Depp (current film) and Frid (original TV series)
            When the original Dark Shadows ABC TV series was on (1966-71, with Jonathan Frid as Barnabas) I wasn’t watching weekday afternoon horror-soap operas, being rather occupied at the time attending the fabled University of Texas and spending my afternoons in art classes trying to figure out what the hell I was trying to paint (abstraction can be so confounding; if you get a chance to see a production of John Logan’s play Red, about the great Abstraction Expressionist Mark Rothko, I encourage you to do so because this work provides great insights into the demands and demons of the creative process), so nothing in this movie has any baggage for me in terms of expectations (although Depp says he was a big fan of the original so it’s a sweet victory for him to bring Barnabas back to life).  In looking over some commentary on what I missed in those long-ago years I see that the current plot is well vested in the original, although, obviously, trying to squeeze anything from the original 1,225 episodes into a standard 2-hour movie requires a lot of cherry-picking.  However, picking up in time roughly where the TV series concluded, 1972, provides a nice acknowledgement for the fervent fans of the previous incarnation and gives Burton and company some great opportunities for ersatz nostalgia regarding the clothes, accessories, and music of the day (with tunes like the Moody Blues’ “Nights in White Satin” and Donovan’s “Season of the Witch” being especially appropriate, and Curtis Mayfield’s “Superfly” just great to hear again)—along with Barnabas’ constant anachronistic problems with not understanding how much the world has changed during the two centuries he laid buried in his coffin, even mistaking the McDonald’s arches for the gateway to Hell, one of the least desirable product placements I’ve ever seen.


            Other delights of this movie include seeing familiar faces in some of the family and related roles—Michelle Pfeiffer as Elizabeth Collins Stoddard, the current matriarch (just seeing her as anything is a treat for me; my wife, Nina, doesn’t mind this time around because she gets Depp, so no dirty looks across the armrest from either of us); Helena Bonham Carter (of course, it’s a Tim Burton film and he doesn’t want to leave his significant other home alone, but she’s worth casting even without nepotism) as Dr.

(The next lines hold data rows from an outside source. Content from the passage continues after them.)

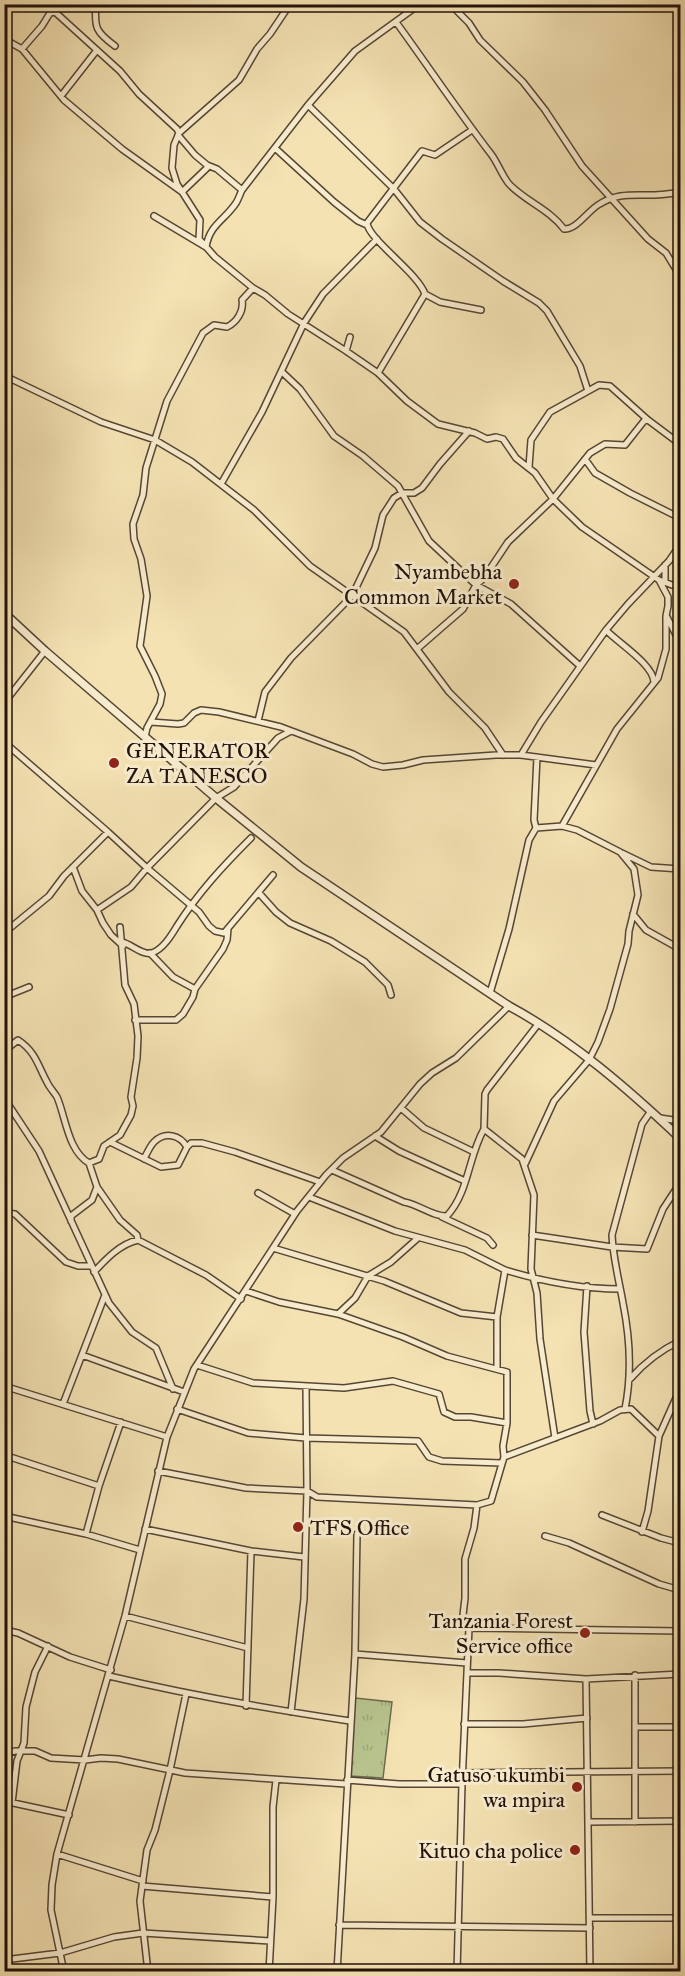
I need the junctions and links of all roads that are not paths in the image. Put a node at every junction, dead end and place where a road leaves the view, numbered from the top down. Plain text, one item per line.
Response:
1 (96, 4) edge
2 (290, 4) edge
3 (420, 4) edge
4 (450, 4) edge
5 (396, 22) junction
6 (4, 39) edge
7 (115, 46) dead end
8 (22, 49) junction
9 (97, 50) junction
10 (61, 96) junction
11 (308, 105) junction
12 (472, 130) junction
13 (178, 134) junction
14 (275, 148) junction
15 (207, 165) junction
16 (394, 189) junction
17 (242, 190) junction
18 (182, 192) junction
19 (681, 193) edge
20 (611, 197) junction
21 (154, 216) dead end
22 (366, 225) junction
23 (377, 239) junction
24 (206, 247) junction
25 (681, 276) edge
26 (253, 288) junction
27 (425, 294) junction
28 (482, 310) dead end
29 (304, 324) junction
30 (350, 337) dead end
31 (346, 351) junction
32 (282, 372) junction
33 (378, 373) junction
34 (4, 374) edge
35 (588, 390) junction
36 (648, 420) junction
37 (469, 431) junction
38 (155, 440) junction
39 (681, 444) edge
40 (585, 459) junction
41 (529, 467) junction
42 (221, 484) junction
43 (402, 494) junction
44 (553, 499) junction
45 (681, 518) edge
46 (681, 545) edge
47 (664, 565) junction
48 (659, 579) junction
49 (681, 584) edge
50 (476, 585) junction
51 (352, 596) junction
52 (4, 613) edge
53 (666, 616) junction
54 (606, 630) junction
55 (681, 643) edge
56 (417, 649) junction
57 (45, 651) junction
58 (580, 666) junction
59 (654, 682) junction
60 (4, 703) edge
61 (258, 721) junction
62 (151, 722) junction
63 (291, 731) junction
64 (145, 737) junction
65 (4, 742) edge
66 (503, 754) junction
67 (521, 755) junction
68 (537, 757) junction
69 (597, 765) junction
70 (216, 798) junction
71 (562, 826) junction
72 (536, 828) junction
73 (108, 832) junction
74 (251, 838) dead end
75 (620, 852) junction
76 (73, 867) junction
77 (147, 868) junction
78 (681, 869) edge
79 (273, 875) dead end
80 (259, 893) junction
81 (190, 905) junction
82 (97, 910) junction
83 (633, 914) junction
84 (120, 927) dead end
85 (228, 929) junction
86 (4, 933) edge
87 (122, 944) junction
88 (681, 949) edge
89 (150, 953) junction
90 (29, 987) dead end
91 (195, 989) junction
92 (490, 993) junction
93 (391, 995) dead end
94 (4, 997) edge
95 (508, 1006) junction
96 (135, 1020) junction
97 (539, 1023) junction
98 (4, 1051) edge
99 (589, 1060) junction
100 (4, 1098) edge
101 (401, 1108) junction
102 (651, 1111) junction
103 (660, 1118) junction
104 (681, 1121) edge
105 (484, 1129) junction
106 (375, 1136) junction
107 (681, 1138) edge
108 (110, 1142) junction
109 (187, 1147) junction
110 (474, 1152) junction
111 (144, 1159) junction
112 (89, 1163) junction
113 (525, 1164) junction
114 (332, 1170) junction
115 (465, 1181) junction
116 (320, 1182) junction
117 (681, 1183) edge
118 (97, 1187) junction
119 (258, 1192) dead end
120 (309, 1197) junction
121 (295, 1214) junction
122 (4, 1215) edge
123 (441, 1216) junction
124 (71, 1223) junction
125 (532, 1235) junction
126 (418, 1238) junction
127 (138, 1240) junction
128 (493, 1245) dead end
129 (612, 1247) junction
130 (273, 1248) junction
131 (92, 1269) junction
132 (505, 1270) junction
133 (368, 1276) junction
134 (534, 1279) junction
135 (587, 1286) junction
136 (620, 1289) junction
137 (246, 1291) junction
138 (105, 1295) junction
139 (241, 1299) junction
140 (338, 1314) junction
141 (497, 1317) junction
142 (681, 1341) edge
143 (82, 1355) junction
144 (197, 1365) junction
145 (497, 1368) junction
146 (629, 1379) junction
147 (4, 1386) edge
148 (306, 1386) junction
149 (173, 1389) junction
150 (681, 1389) edge
151 (184, 1392) junction
152 (63, 1404) junction
153 (177, 1409) junction
154 (626, 1409) junction
155 (121, 1422) junction
156 (507, 1423) junction
157 (593, 1424) junction
158 (659, 1436) junction
159 (167, 1437) junction
160 (306, 1438) junction
161 (555, 1438) junction
162 (4, 1455) edge
163 (503, 1460) junction
164 (158, 1471) junction
165 (99, 1486) junction
166 (307, 1491) junction
167 (477, 1505) junction
168 (602, 1515) dead end
169 (4, 1516) edge
170 (144, 1530) junction
171 (642, 1532) junction
172 (86, 1534) junction
173 (357, 1534) dead end
174 (545, 1536) dead end
175 (681, 1543) edge
176 (140, 1550) junction
177 (251, 1551) junction
178 (304, 1557) junction
179 (681, 1590) edge
180 (126, 1616) junction
181 (469, 1628) junction
182 (4, 1630) edge
183 (681, 1631) edge
184 (48, 1646) junction
185 (248, 1648) junction
186 (355, 1654) junction
187 (467, 1663) junction
188 (110, 1673) junction
189 (467, 1674) junction
190 (681, 1674) edge
191 (635, 1675) junction
192 (586, 1679) junction
193 (186, 1694) junction
194 (246, 1706) junction
195 (291, 1712) junction
196 (587, 1718) junction
197 (350, 1721) junction
198 (464, 1724) junction
199 (635, 1727) junction
200 (681, 1727) edge
201 (21, 1751) junction
202 (4, 1754) edge
203 (85, 1760) junction
204 (170, 1770) junction
205 (681, 1771) edge
206 (587, 1772) junction
207 (635, 1772) junction
208 (462, 1773) junction
209 (276, 1779) junction
210 (346, 1782) junction
211 (462, 1784) junction
212 (4, 1801) edge
213 (12, 1803) junction
214 (69, 1815) junction
215 (681, 1821) edge
216 (588, 1822) junction
217 (635, 1822) junction
218 (57, 1854) junction
219 (143, 1884) junction
220 (273, 1896) junction
221 (590, 1918) junction
222 (681, 1918) edge
223 (339, 1925) junction
224 (459, 1928) junction
225 (590, 1928) junction
226 (142, 1933) junction
227 (270, 1941) junction
228 (60, 1953) junction
229 (4, 1960) edge
230 (64, 1971) edge
231 (148, 1971) edge
232 (269, 1971) edge
233 (337, 1971) edge
234 (456, 1971) edge
235 (590, 1971) edge

1 - 7 street
2 - 13 street
3 - 5 street
4 - 20 street
5 - 11 street
5 - 12 street
6 - 8 street
8 - 9 street
8 - 10 street
9 - 10 street
9 - 13 street
10 - 18 street
11 - 14 street
11 - 16 street
12 - 16 street
12 - 20 street
13 - 15 street
13 - 18 street
14 - 17 street
14 - 22 street
15 - 17 street
15 - 18 street
16 - 22 street
16 - 35 street
17 - 24 street
18 - 24 street
19 - 20 street
20 - 25 street
21 - 24 street
22 - 23 street
23 - 27 street
23 - 29 street
24 - 26 street
26 - 29 street
26 - 38 street
27 - 28 street
27 - 33 street
29 - 31 street
29 - 32 street
30 - 31 street
31 - 33 street
32 - 42 street
32 - 43 street
33 - 37 street
34 - 38 street
35 - 36 street
35 - 41 street
36 - 39 street
36 - 40 street
37 - 41 street
37 - 43 street
38 - 42 street
38 - 62 street
40 - 44 street
40 - 45 street
41 - 44 street
42 - 51 street
43 - 50 street
43 - 51 street
44 - 48 street
44 - 50 street
46 - 47 street
47 - 48 street
47 - 48 street
48 - 49 street
48 - 53 street
48 - 54 street
50 - 56 street
50 - 58 street
51 - 56 street
51 - 61 street
52 - 57 street
53 - 55 street
53 - 59 street
54 - 58 street
54 - 59 street
56 - 66 street
57 - 60 street
57 - 64 street
58 - 67 street
59 - 69 street
61 - 62 street
61 - 63 street
62 - 64 street
63 - 66 street
63 - 70 street
64 - 70 street
65 - 73 street
66 - 67 street
67 - 68 street
68 - 69 street
68 - 72 street
69 - 71 street
70 - 77 street
70 - 92 street
71 - 72 street
71 - 75 street
72 - 92 street
73 - 76 street
73 - 77 street
74 - 81 street
75 - 78 street
75 - 83 street
76 - 82 street
76 - 86 street
77 - 81 street
77 - 82 street
79 - 80 street
80 - 85 street
80 - 93 street
81 - 85 street
81 - 89 street
82 - 87 street
83 - 88 street
83 - 99 street
84 - 87 street
85 - 91 street
87 - 89 street
87 - 96 street
89 - 91 street
90 - 94 street
91 - 96 street
92 - 95 street
95 - 97 street
95 - 101 street
96 - 108 street
97 - 99 street
97 - 105 street
98 - 112 street
99 - 102 street
99 - 113 street
100 - 124 street
101 - 106 street
101 - 110 street
102 - 103 street
102 - 129 street
103 - 104 street
103 - 107 street
105 - 110 street
105 - 113 street
106 - 114 street
106 - 115 street
108 - 111 street
108 - 112 street
109 - 111 street
109 - 111 street
109 - 116 street
110 - 115 street
112 - 118 street
113 - 125 street
114 - 116 street
114 - 123 street
115 - 123 street
116 - 120 street
117 - 129 street
118 - 124 street
118 - 127 street
119 - 121 street
120 - 121 street
120 - 126 street
121 - 130 street
122 - 131 street
123 - 128 street
124 - 131 street
125 - 129 street
125 - 134 street
126 - 132 street
126 - 133 street
127 - 131 street
127 - 139 street
129 - 136 street
130 - 133 street
130 - 137 street
131 - 138 street
132 - 134 street
132 - 141 street
133 - 140 street
133 - 141 street
134 - 135 street
134 - 161 street
135 - 136 street
135 - 157 street
136 - 146 street
137 - 139 street
137 - 140 street
138 - 143 street
138 - 149 street
139 - 144 street
140 - 145 street
141 - 145 street
142 - 146 street
143 - 149 street
143 - 152 street
144 - 148 street
144 - 151 street
145 - 156 street
146 - 154 street
147 - 152 street
148 - 156 street
148 - 160 street
149 - 151 street
150 - 158 street
151 - 153 street
152 - 155 street
153 - 159 street
153 - 160 street
154 - 157 street
154 - 158 street
155 - 159 street
155 - 165 street
156 - 163 street
157 - 161 street
158 - 171 street
159 - 164 street
160 - 163 street
160 - 166 street
161 - 163 street
162 - 165 street
163 - 167 street
164 - 166 street
164 - 170 street
165 - 172 street
166 - 167 street
166 - 178 street
167 - 181 street
168 - 171 street
169 - 172 street
170 - 176 street
170 - 177 street
171 - 175 street
172 - 176 street
173 - 186 street
174 - 179 street
176 - 180 street
177 - 178 street
177 - 185 street
178 - 195 street
180 - 185 street
180 - 188 street
181 - 183 street
181 - 187 street
182 - 184 street
184 - 188 street
184 - 201 street
185 - 194 street
186 - 187 street
186 - 197 street
187 - 189 street
188 - 193 street
188 - 203 street
189 - 192 street
189 - 198 street
190 - 191 street
191 - 192 street
191 - 199 street
192 - 196 street
193 - 194 street
193 - 204 street
194 - 195 street
195 - 197 street
196 - 198 street
196 - 206 street
197 - 210 street
198 - 208 street
199 - 200 street
199 - 207 street
201 - 202 street
201 - 203 street
201 - 213 street
203 - 204 street
203 - 214 street
204 - 209 street
204 - 219 street
205 - 207 street
206 - 207 street
206 - 208 street
206 - 216 street
207 - 217 street
208 - 211 street
209 - 210 street
209 - 220 street
210 - 211 street
210 - 223 street
211 - 224 street
212 - 213 street
213 - 214 street
214 - 218 street
215 - 217 street
216 - 217 street
216 - 221 street
218 - 219 street
218 - 228 street
219 - 220 street
219 - 226 street
220 - 227 street
221 - 222 street
221 - 225 street
223 - 224 street
223 - 233 street
224 - 225 street
224 - 234 street
225 - 235 street
226 - 227 street
226 - 228 street
226 - 231 street
227 - 232 street
228 - 229 street
228 - 230 street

Julia Hoffman, the Collins’ live-in psychiatrist (Huh?  Don’t ask; I didn’t bother to research that far); Chloë Grace Moretz (from Kick-Ass [Matthew Vaughn, 2010] and Hugo [Martin Scorsese, 2011]) as Elizabeth’s rebellious teen daughter, Caroline (with reason to be anti-social, as we eventually find out that she’s a werewolf; family reunions must be hilariously unpredictable at Collinwood); Jackie Earle Haley (Rorschach in Watchmen [Zack Snyder, 2009], Freddy Krueger in the remade A Nightmare on Elm Street [Samuel Bayer, 2010]) as Willie Loomis, the caretaker; and Dracula icon Christopher Lee in the minor role of Silas Clarney, self-proclaimed “king of the fishermen”—and not quite as familiar but still marvelously effective Eva Green as Angelique, although she’s possibly memorable to some of you for Kingdom of Heaven (Ridley Scott, 2005) and the James Bond reboot Casino Royale (Martin Campbell, 2006).  Dark Shadows certainly isn’t the most effective Burton-Depp collaboration (for me that honor would have to go to either Ed Wood [1994] or Edward Scissorhands [1990] although there are plenty of other choices for those with different tastes), but it’s one that brings a lot of appreciative laughs from those of us not well versed in the original TV show and probably a lot of pleasantly resurrected memories for those who were fans of the source material.  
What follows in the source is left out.